In 2014, Sarah Jeffery and Sharon Tomkinson opened their Real Bread bakery on a farm in a converted barn.

Photo © Trevor Ray Hart

Photo © Trevor Ray Hart

If you had told me several years ago that I would become a professional baker, I would have said you were mad!

Having moved from London to Oxfordshire, access to Real Bread was minimal at best. In fact, the situation was dire.  Then I received a Richard Bertinet course as a present and decided:  I must make my own bread, and so it started.

Every baking hour

I was in love.  Yeasted breads, sourdoughs, croissants; I love the feel of the flour, the natural process, the alchemy, the crust of a sourdough - there is nothing to compare - and the taste!  Every moment I was either making bread, voraciously reading about it, or watching YouTube clips of people baking; everyone from 80 year old Italian nonnas to trendy surf dudes in San Francisco. 

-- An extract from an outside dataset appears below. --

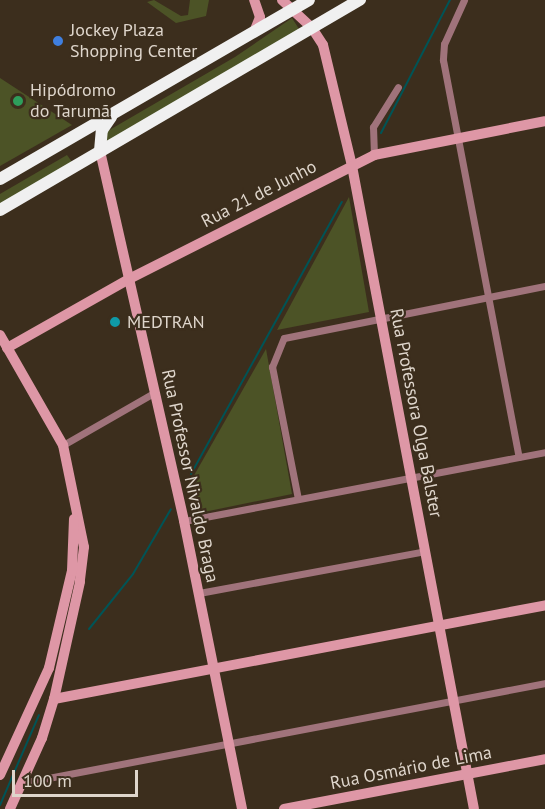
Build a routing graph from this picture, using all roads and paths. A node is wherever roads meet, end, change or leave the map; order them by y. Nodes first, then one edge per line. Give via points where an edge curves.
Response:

Everything took a different turn when a neighbour, who happens to be in the food business, said: “You could sell this. I would buy bread from you.” After some serious thinking, Sharon and I created a business plan that offered an opportunity to bake for a living.  We set up a microbakery at home, launched with a coffee morning for people to sample our bread. Soon a queue formed of people who wanted to buy our loaves!

Genuine support

It was really exciting.  We set up an email ordering system, baking for customers to pick up their loaves on Saturday mornings. I reached out to the Real Bread community and other bakers through Twitter.  Bakeries such as The Firehouse in Wicklow Town and suppliers such as Brook Food have been a tremendous help.  I also spent time at Haxby Bakehouse near York and Seven Hills Bakery in Sheffield, for which I will always be grateful.  The genuine support from other bakers and their willingness to share their experience has been uplifting.

Demand grew and the harsh reality of making a living is a big challenge.  Soon we were doing all nighters and selling at local farmers’ markets and realised we needed a bakehouse. In the end we figured if we created a bakery café with quality coffee in addition to takeaway loaf sales, we could make it work.  Real Breads still isn’t that easy to find around us and the appreciation we are getting from customers is fantastic.

We could be heroes

There is a kind of heroic, David and Goliath battle between Real Bread bakers and the manufacturers of Chorleywood pap. This is why we chose the name Bakergirl, a superhero mask as our logo and the A Hero In The Baking tagline, which has captured the imagination locally.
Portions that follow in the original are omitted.